This Notebook gives a guideline how to use recent basic lossy and lossless compression for netdf output via `xarray`. It is an implementation of [these slides](https://www.researchgate.net/publication/365006139_NetCDF_Compression_Improvements) using example data of Earth System Models AWI-CM. We will compare the writing speed and the compression ratio of different methods.
For using lossless compression methods on netcdf files, we use the [hdf5plugin](https://github.com/silx-kit/hdf5plugin/blob/b53d70b702154a149a60f653c49b20045228aa16/doc/index.rst) tool that enables to use additional hdf5filters within python.
For *lossy* compression, we use the [numcodecs](https://github.com/zarr-developers/numcodecs) lib to calculate the bitrounding.
We use the [BitShuffle](https://github.com/kiyo-masui/bitshuffle) filter prior to compression whenever possible. This will rearrange the binary data in order to improve compression.
## Requirements
- Lossy compression requires a lot of memory.
- Reading lossless compressions other than deflated requires netcdf version 4.9 or newer with access to the HDF5 filters
zlib has been the standard compression method since it was introduced in netcdf. It is based on the deflate algorithm, other compression packages use dictionaries.
### [Zstandard](https://github.com/facebook/zstd)

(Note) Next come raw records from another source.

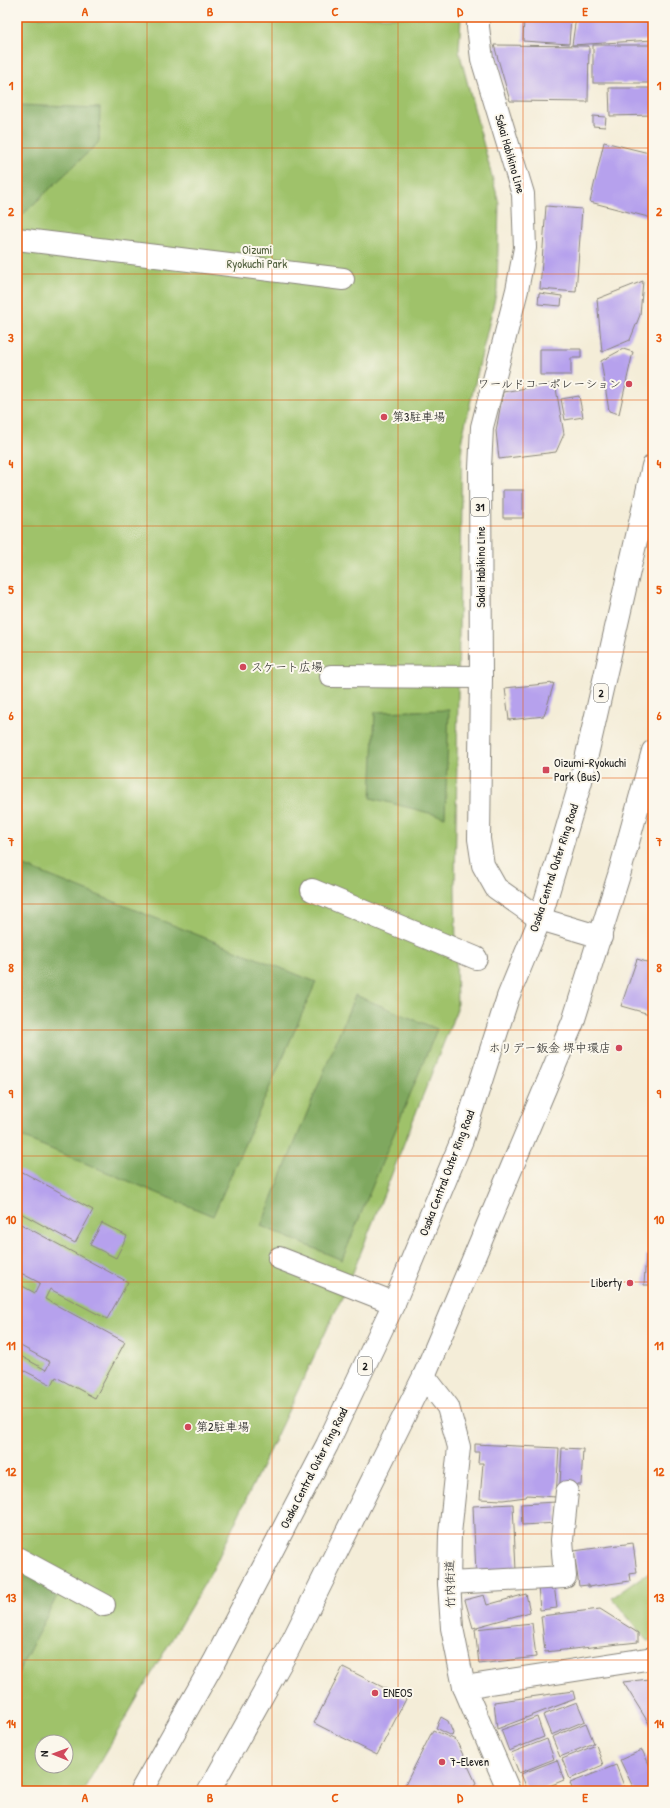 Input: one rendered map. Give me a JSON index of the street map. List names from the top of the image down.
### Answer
{
  "streets": {
    "main road": [
      "Sakai Habikino Line",
      "31",
      "2",
      "Osaka Central Outer Ring Road",
      "竹内街道"
    ]
  },
  "crossings": [
    ["Sakai Habikino Line", "Osaka Central Outer Ring Road"]
  ],
  "parks": ["Oizumi Ryokuchi Park"],
  "places": {
    "other": [
      "ワールドコーポレーション",
      "第3駐車場",
      "スケート広場",
      "ホリデー鈑金 堺中環店",
      "Liberty",
      "第2駐車場",
      "ENEOS",
      "7-Eleven"
    ],
    "transit": ["Oizumi-Ryokuchi Park (Bus)"]
  },
  "north": "left",
  "grid": {
    "columns": [
      "A",
      "B",
      "C",
      "D",
      "E"
    ],
    "rows": [
      "1",
      "2",
      "3",
      "4",
      "5",
      "6",
      "7",
      "8",
      "9",
      "10",
      "11",
      "12",
      "13",
      "14"
    ]
  }
}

Zstandard allows multithreading. It is used by package registries and is supported by linux systemss. Zstandard offers features beyond zlib/zlib-ng, including better performance and compression.
### [LZ4](https://github.com/lz4/lz4)
LZ4 has a focus on very fast compression. It scales with CPUs.
### [Blosc](https://github.com/Blosc/c-blosc)
Blosc uses the blocking technique to not only reduce the size of large datasets on-disk or in-memory, but also to accelerate memory-bound computations. Its default compressor is based on LZ4 and Zstandard.